** Opening Data extracts block **

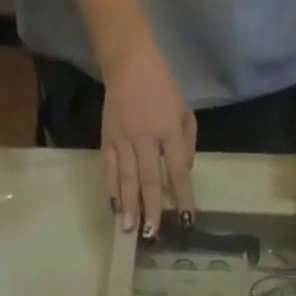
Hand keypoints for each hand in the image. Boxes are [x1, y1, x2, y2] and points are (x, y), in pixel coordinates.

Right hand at [101, 34, 196, 240]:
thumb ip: (187, 143)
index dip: (183, 196)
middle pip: (150, 179)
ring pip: (127, 178)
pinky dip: (111, 189)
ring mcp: (124, 139)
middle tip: (152, 234)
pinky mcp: (107, 138)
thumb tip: (184, 173)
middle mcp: (146, 137)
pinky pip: (110, 169)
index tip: (187, 220)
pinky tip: (114, 207)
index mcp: (169, 129)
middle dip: (151, 208)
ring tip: (129, 228)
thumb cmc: (162, 87)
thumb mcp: (185, 110)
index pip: (178, 170)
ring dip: (129, 205)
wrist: (128, 60)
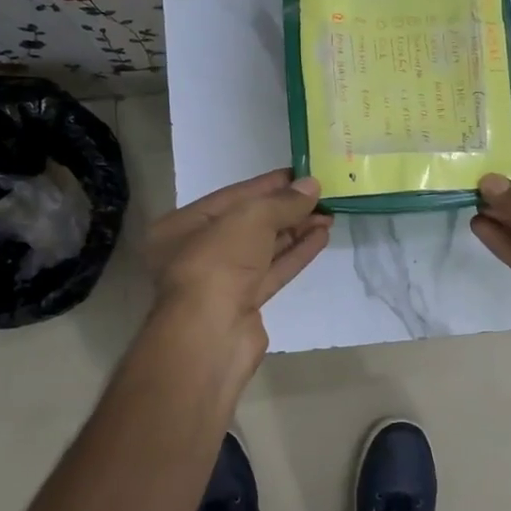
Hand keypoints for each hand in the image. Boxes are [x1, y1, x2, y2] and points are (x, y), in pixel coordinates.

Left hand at [144, 169, 331, 329]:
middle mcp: (196, 252)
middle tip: (322, 196)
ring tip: (328, 215)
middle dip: (286, 210)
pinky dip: (295, 255)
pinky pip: (272, 272)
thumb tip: (312, 186)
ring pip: (263, 249)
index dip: (269, 185)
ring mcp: (221, 281)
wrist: (211, 335)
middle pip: (249, 223)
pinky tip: (320, 238)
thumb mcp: (250, 218)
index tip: (302, 175)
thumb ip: (282, 202)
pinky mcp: (244, 305)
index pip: (232, 197)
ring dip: (296, 231)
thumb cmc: (218, 263)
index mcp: (181, 226)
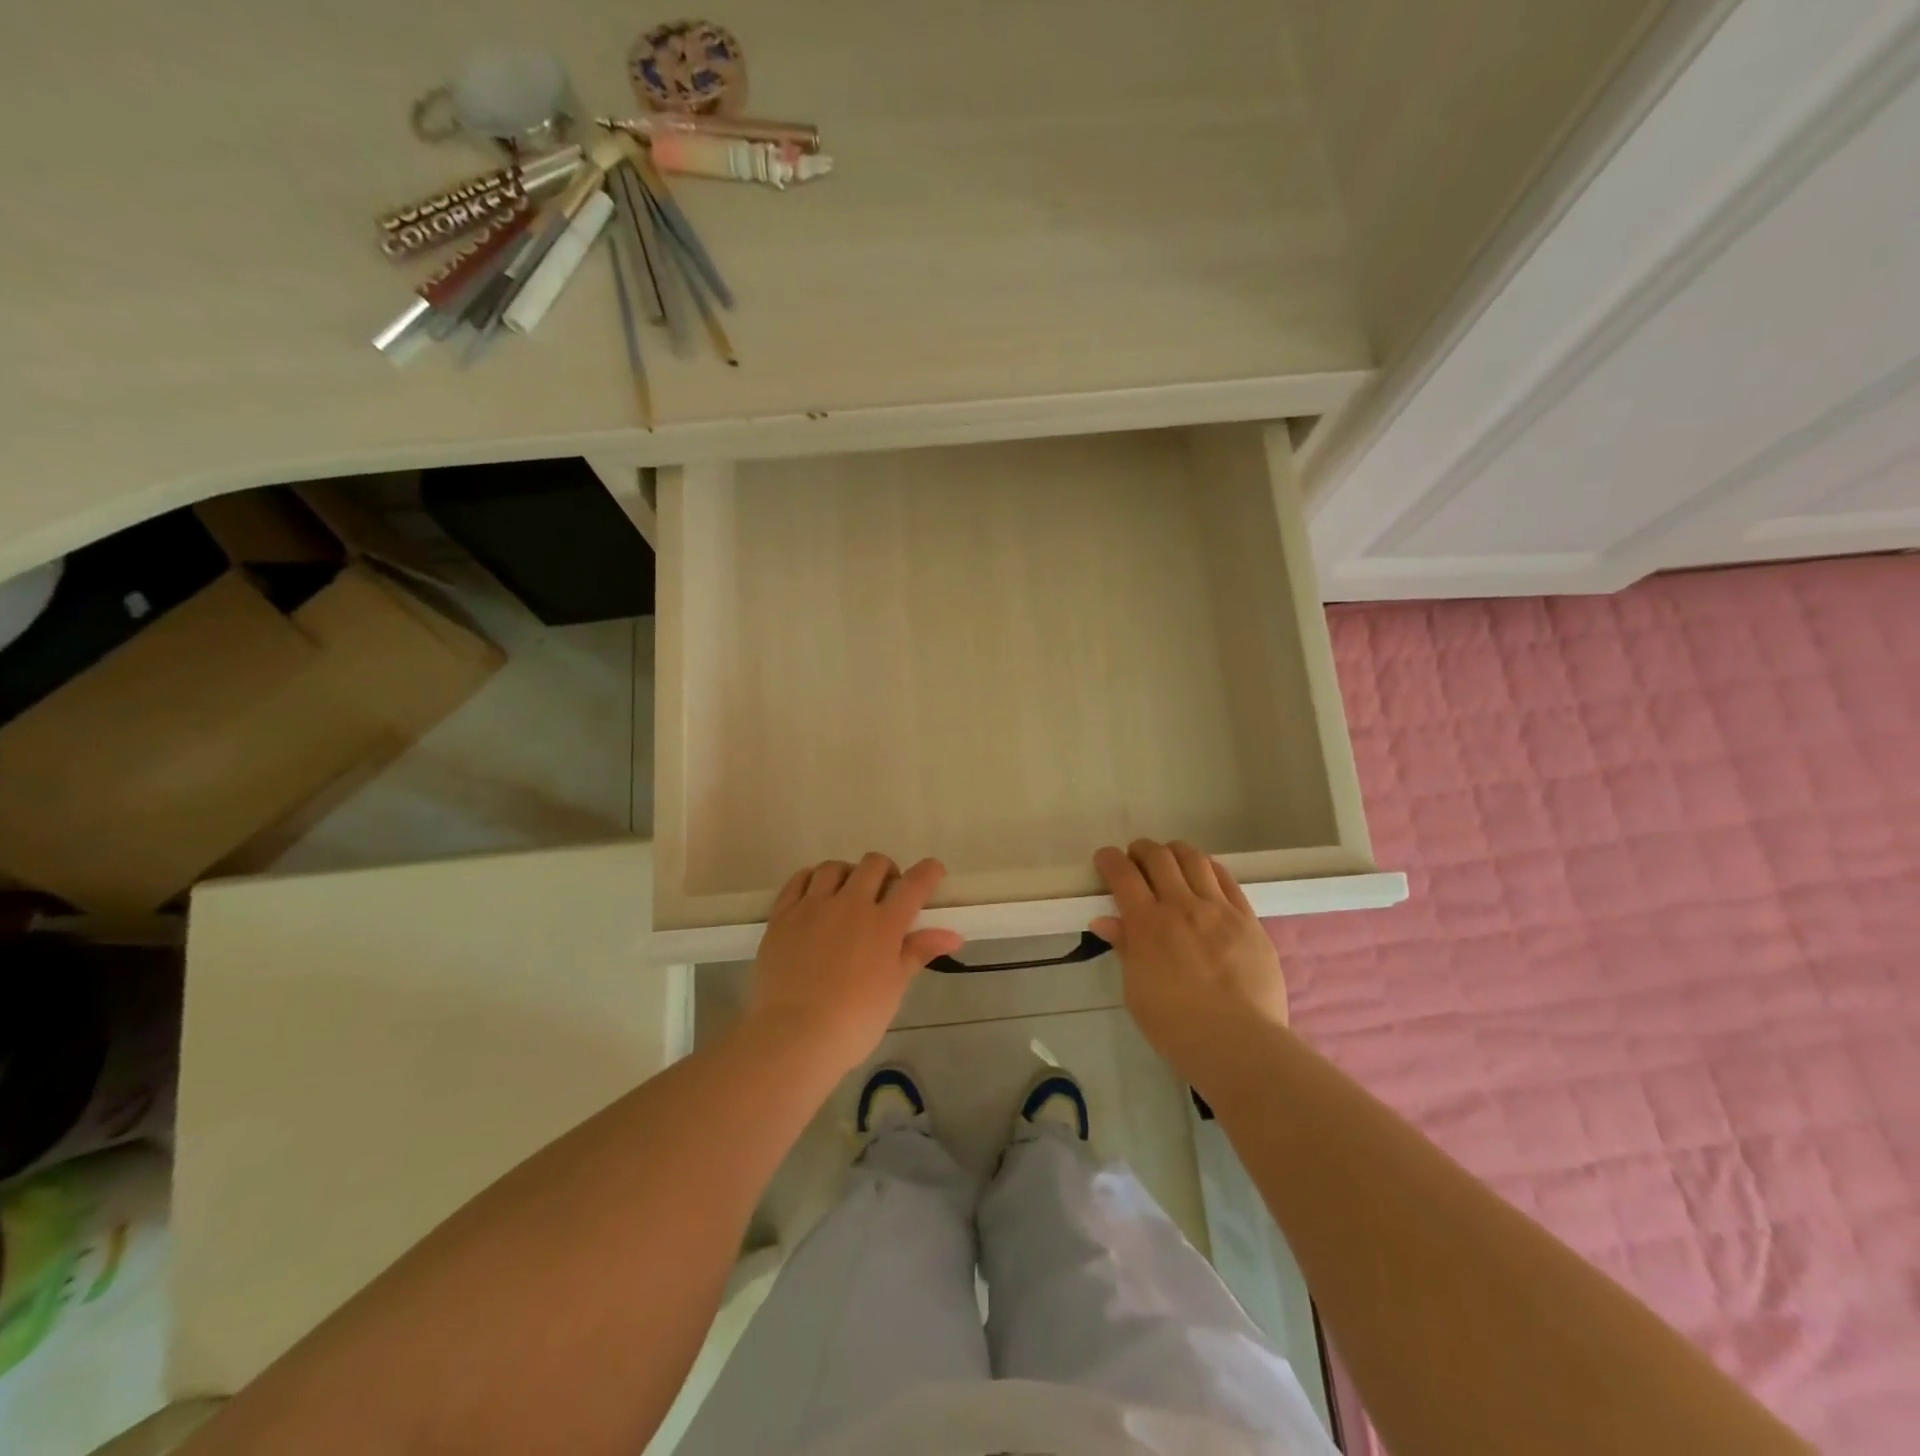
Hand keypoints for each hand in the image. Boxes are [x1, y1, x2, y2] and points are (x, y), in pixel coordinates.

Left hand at [744, 853, 963, 1076]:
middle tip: (886, 894)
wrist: (794, 1036)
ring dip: (848, 874)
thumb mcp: (894, 988)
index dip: (928, 872)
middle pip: (873, 865)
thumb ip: (918, 952)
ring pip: (834, 867)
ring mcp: (813, 906)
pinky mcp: (782, 915)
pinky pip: (798, 880)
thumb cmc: (854, 1020)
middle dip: (886, 871)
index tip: (933, 871)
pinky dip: (811, 880)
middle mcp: (850, 904)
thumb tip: (953, 936)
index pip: (914, 884)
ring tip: (847, 894)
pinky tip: (814, 894)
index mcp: (884, 923)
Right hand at [1092, 840, 1289, 1087]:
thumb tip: (1105, 921)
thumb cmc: (1176, 1027)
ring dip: (1175, 852)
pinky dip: (1209, 868)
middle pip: (1158, 857)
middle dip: (1141, 850)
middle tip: (1135, 858)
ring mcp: (1219, 909)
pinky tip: (1204, 874)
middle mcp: (1182, 906)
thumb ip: (1125, 949)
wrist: (1238, 1044)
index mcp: (1147, 924)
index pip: (1123, 875)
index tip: (1105, 859)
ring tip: (1170, 859)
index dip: (1110, 860)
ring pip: (1194, 859)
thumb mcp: (1136, 991)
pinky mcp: (1248, 919)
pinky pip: (1227, 879)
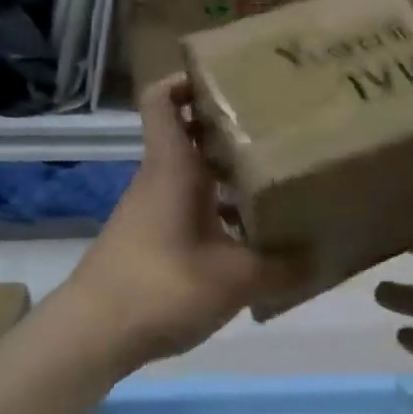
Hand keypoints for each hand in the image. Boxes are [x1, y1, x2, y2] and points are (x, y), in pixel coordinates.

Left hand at [68, 76, 302, 364]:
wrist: (93, 333)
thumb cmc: (163, 286)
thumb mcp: (235, 278)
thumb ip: (281, 267)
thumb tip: (320, 258)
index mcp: (173, 168)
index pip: (162, 100)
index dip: (187, 80)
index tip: (229, 80)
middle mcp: (159, 179)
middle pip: (188, 136)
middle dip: (227, 129)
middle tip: (276, 130)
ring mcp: (150, 210)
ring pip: (190, 176)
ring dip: (226, 176)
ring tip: (275, 183)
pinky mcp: (149, 240)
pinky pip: (188, 209)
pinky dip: (216, 213)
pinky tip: (249, 239)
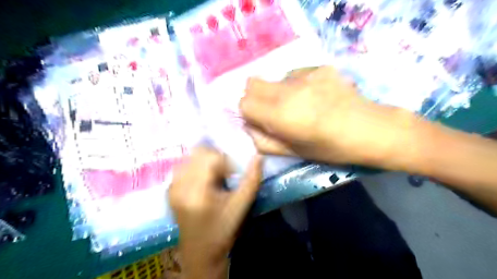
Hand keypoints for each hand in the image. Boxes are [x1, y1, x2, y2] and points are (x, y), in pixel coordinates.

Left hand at [170, 147, 263, 277]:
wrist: (200, 251)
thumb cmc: (223, 230)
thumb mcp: (241, 206)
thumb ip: (252, 180)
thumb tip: (259, 156)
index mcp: (197, 191)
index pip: (210, 157)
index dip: (225, 161)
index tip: (232, 175)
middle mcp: (179, 185)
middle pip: (198, 153)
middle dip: (215, 159)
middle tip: (224, 175)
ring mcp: (172, 187)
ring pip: (190, 157)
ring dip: (205, 162)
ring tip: (213, 178)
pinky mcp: (169, 189)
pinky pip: (184, 165)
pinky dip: (196, 167)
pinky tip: (203, 181)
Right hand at [239, 66, 415, 167]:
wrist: (371, 129)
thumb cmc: (331, 148)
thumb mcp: (294, 153)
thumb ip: (265, 141)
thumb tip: (249, 127)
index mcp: (280, 115)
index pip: (244, 103)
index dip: (248, 113)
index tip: (259, 121)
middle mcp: (288, 90)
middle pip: (252, 83)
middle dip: (255, 97)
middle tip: (271, 111)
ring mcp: (305, 74)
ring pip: (274, 79)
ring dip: (276, 91)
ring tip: (298, 104)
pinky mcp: (319, 68)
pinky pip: (295, 74)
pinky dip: (296, 84)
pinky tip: (314, 95)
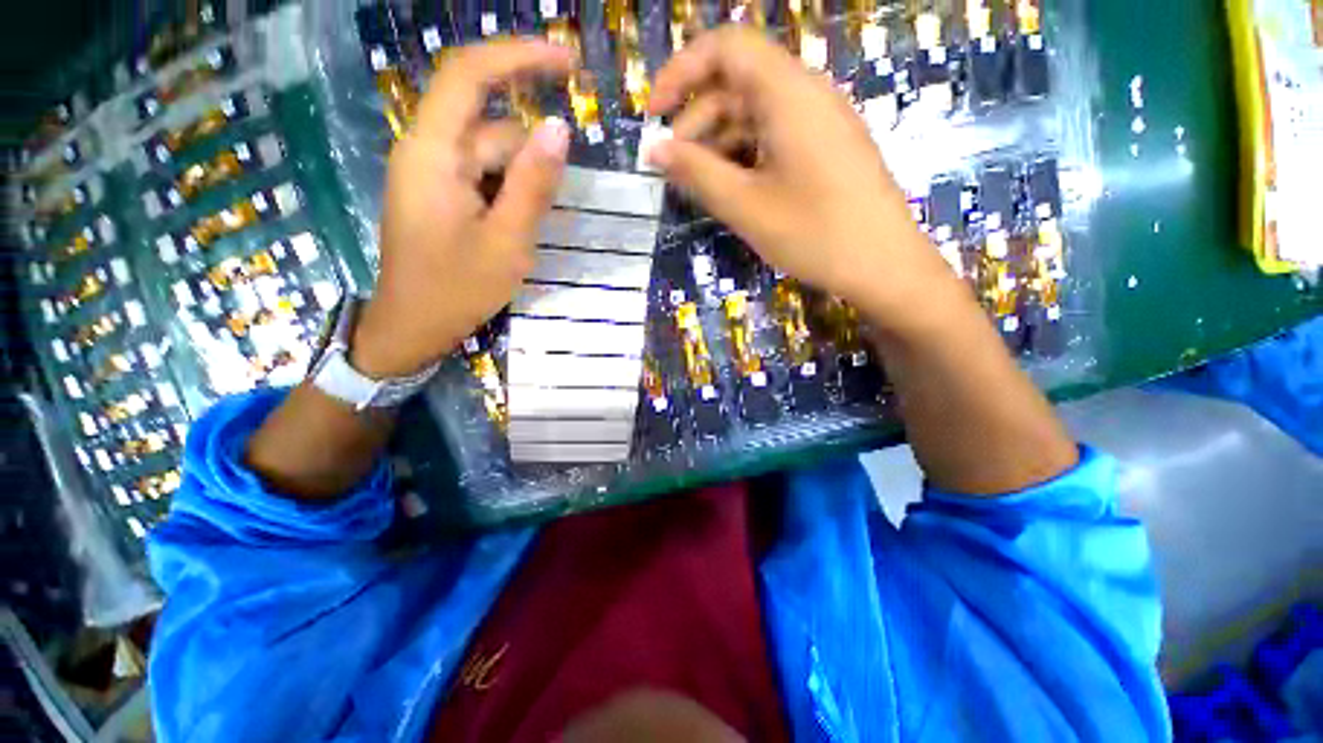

** Closing Data extracts block **

### What you should do:
Would you restate, exactly and with no pictures, the lines of the entries above from the one containing "middle mcp: (159, 179)" through the one containing "index tip: (232, 175)"?

### Output below:
middle mcp: (159, 179)
middle pip: (188, 136)
middle dip: (227, 129)
middle tip: (276, 130)
ring mcp: (150, 210)
ring pip: (190, 176)
ring dip: (226, 176)
ring tip: (275, 183)
pinky mcp: (149, 240)
pinky pip: (188, 209)
pinky dip: (216, 213)
pinky tip: (249, 239)
Hand keypoints for each hand in the image. Boxes are [x1, y1, x2, y2] and points are (x, y), in pixel coordinates.

Left hand at [170, 147, 263, 277]:
wrist: (200, 251)
thumb cmc: (223, 230)
thumb mcp: (241, 206)
thumb ip: (252, 180)
thumb tip: (259, 156)
index mcp: (197, 191)
index pip: (210, 157)
index dip: (225, 161)
index tip: (232, 175)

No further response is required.